WHAT TO PRODUCE:
All lines from the one containing "index dip: (963, 789)" through the end of the data below are to be transcribed exactly. Leave out the rest.

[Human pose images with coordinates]
= = = = =

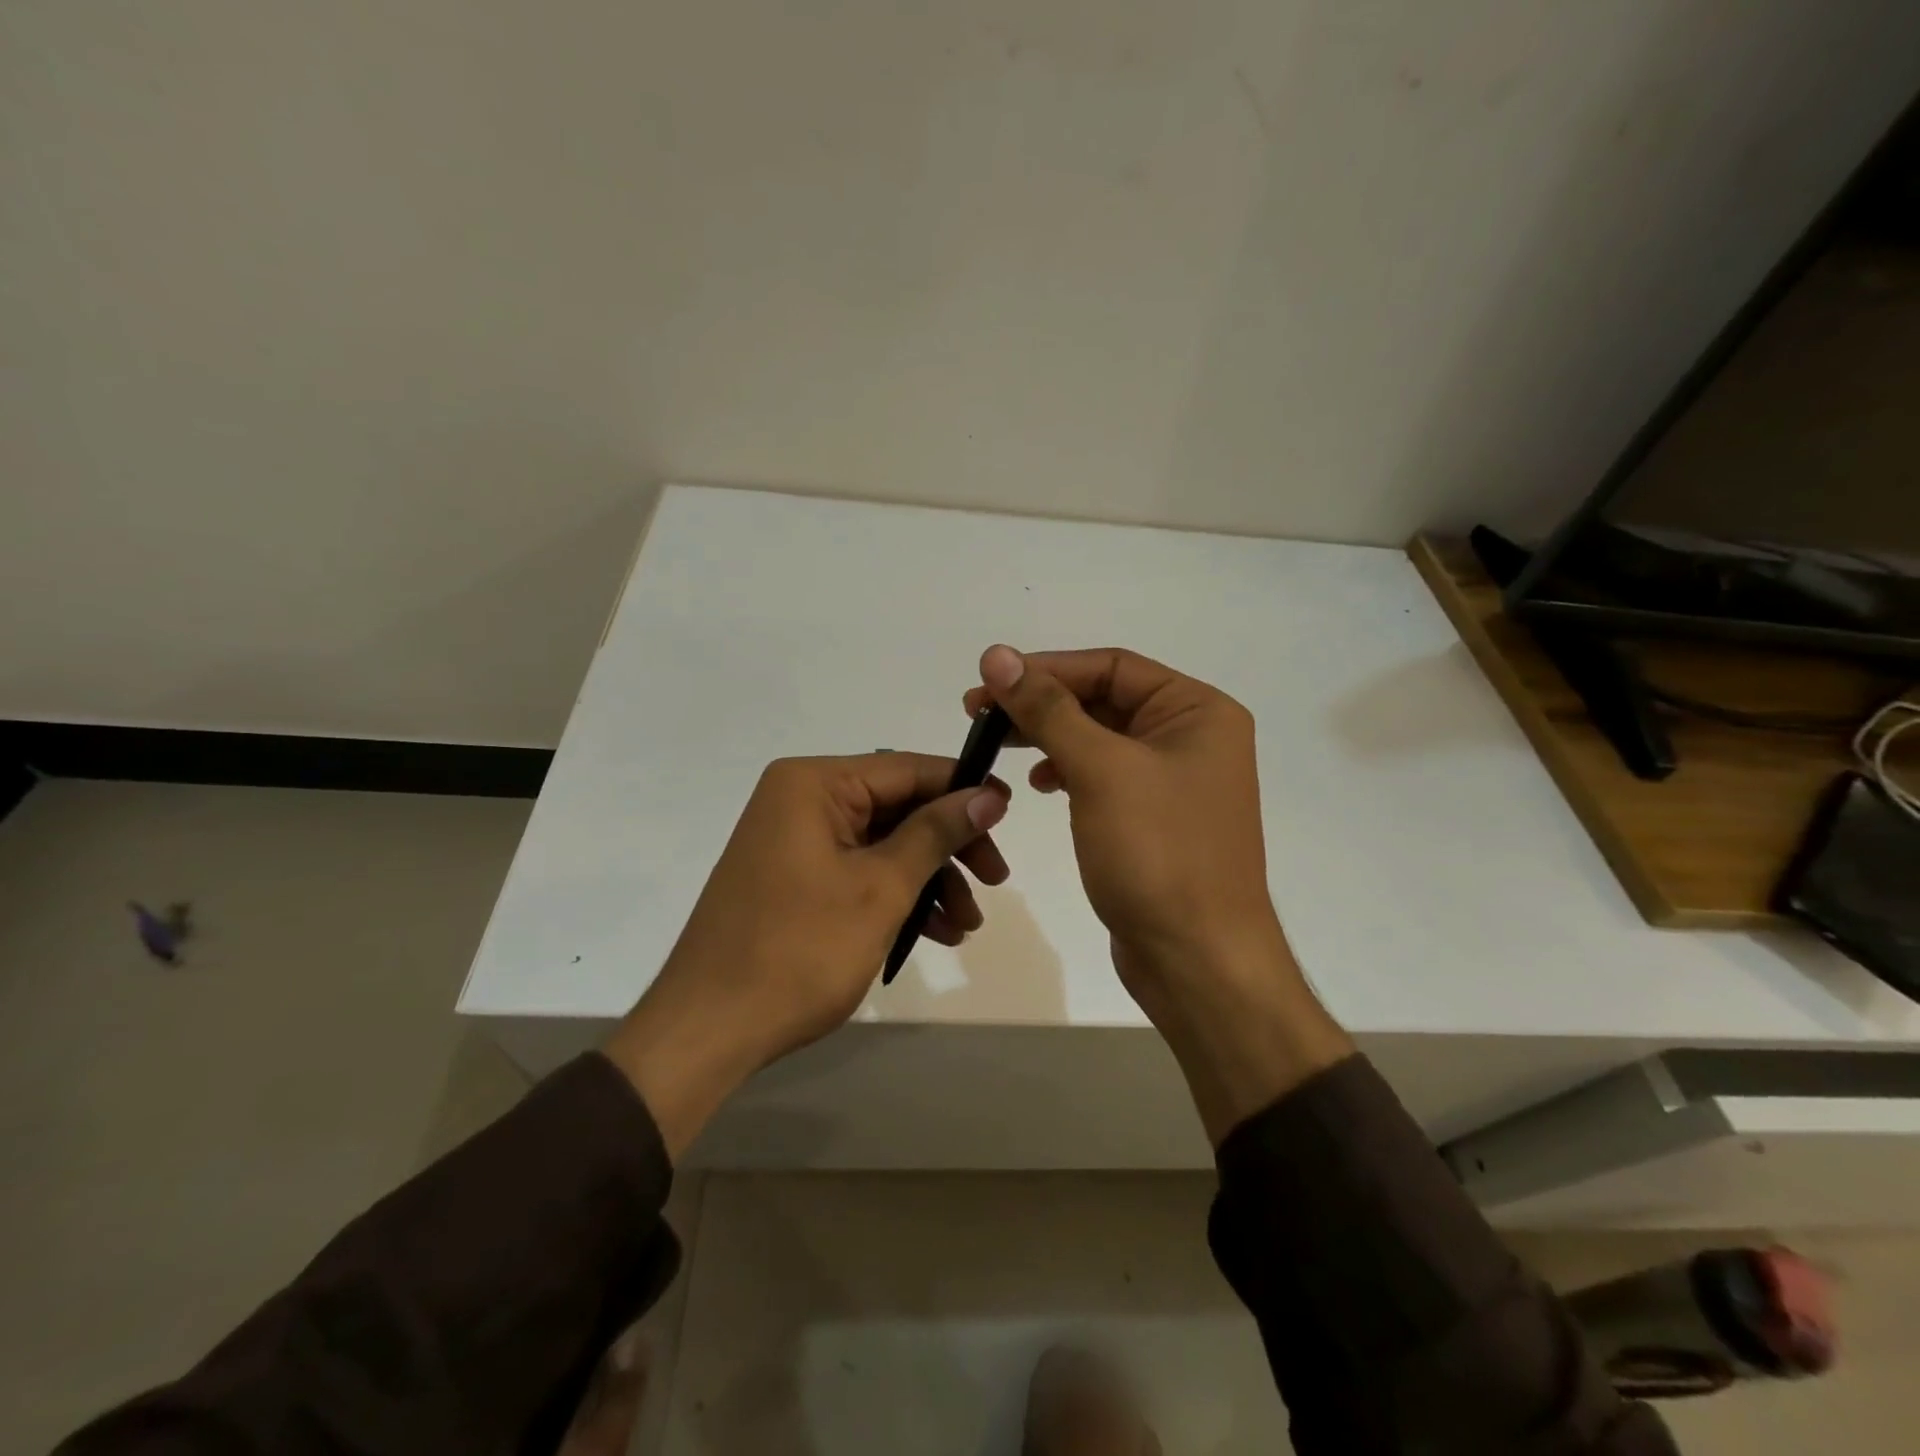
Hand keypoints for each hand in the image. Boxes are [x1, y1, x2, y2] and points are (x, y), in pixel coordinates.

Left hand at [604, 753, 1009, 1155]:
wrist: (709, 1030)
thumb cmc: (799, 950)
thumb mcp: (880, 888)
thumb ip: (936, 833)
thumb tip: (988, 795)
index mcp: (813, 784)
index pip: (906, 769)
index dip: (963, 789)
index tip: (1009, 815)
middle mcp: (800, 799)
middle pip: (897, 807)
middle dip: (948, 847)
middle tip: (996, 880)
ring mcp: (794, 840)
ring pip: (882, 844)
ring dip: (929, 879)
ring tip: (965, 926)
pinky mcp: (793, 877)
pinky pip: (857, 870)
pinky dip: (896, 896)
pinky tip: (933, 933)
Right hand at [967, 646, 1350, 1140]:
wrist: (1197, 960)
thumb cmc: (1157, 854)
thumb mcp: (1100, 770)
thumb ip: (1047, 708)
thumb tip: (998, 654)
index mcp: (1197, 711)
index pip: (1110, 667)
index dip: (1046, 669)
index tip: (988, 682)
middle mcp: (1191, 736)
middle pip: (1103, 699)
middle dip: (1041, 703)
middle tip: (978, 712)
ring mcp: (1173, 780)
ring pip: (1099, 738)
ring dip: (1049, 736)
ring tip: (997, 744)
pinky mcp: (1153, 817)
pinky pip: (1103, 776)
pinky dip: (1068, 771)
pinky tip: (1040, 783)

= = = = =

RESPONSE AREA:
index dip: (963, 789)
index tip: (1009, 815)
middle mcp: (800, 799)
middle pip: (897, 807)
middle dip: (948, 847)
middle tip: (996, 880)
ring mcp: (794, 840)
ring pip: (882, 844)
ring dip: (929, 879)
ring tip: (965, 926)
pinky mcp: (793, 877)
pinky pip: (857, 870)
pinky dip: (896, 896)
pinky tip: (933, 933)
Right hand at [967, 646, 1350, 1140]:
wrist: (1197, 960)
thumb cmc: (1157, 854)
thumb mcp: (1100, 770)
thumb ip: (1047, 708)
thumb tip: (998, 654)
index mcp: (1197, 711)
index pip: (1110, 667)
index dip: (1046, 669)
index tip: (988, 682)
middle mcp: (1191, 736)
middle pip: (1103, 699)
middle dip: (1041, 703)
middle tip: (978, 712)
ring mcp: (1173, 780)
ring pip: (1099, 738)
ring dip: (1049, 736)
ring tip: (997, 744)
pinky mcp: (1153, 817)
pinky pip: (1103, 776)
pinky dip: (1068, 771)
pinky tip: (1040, 783)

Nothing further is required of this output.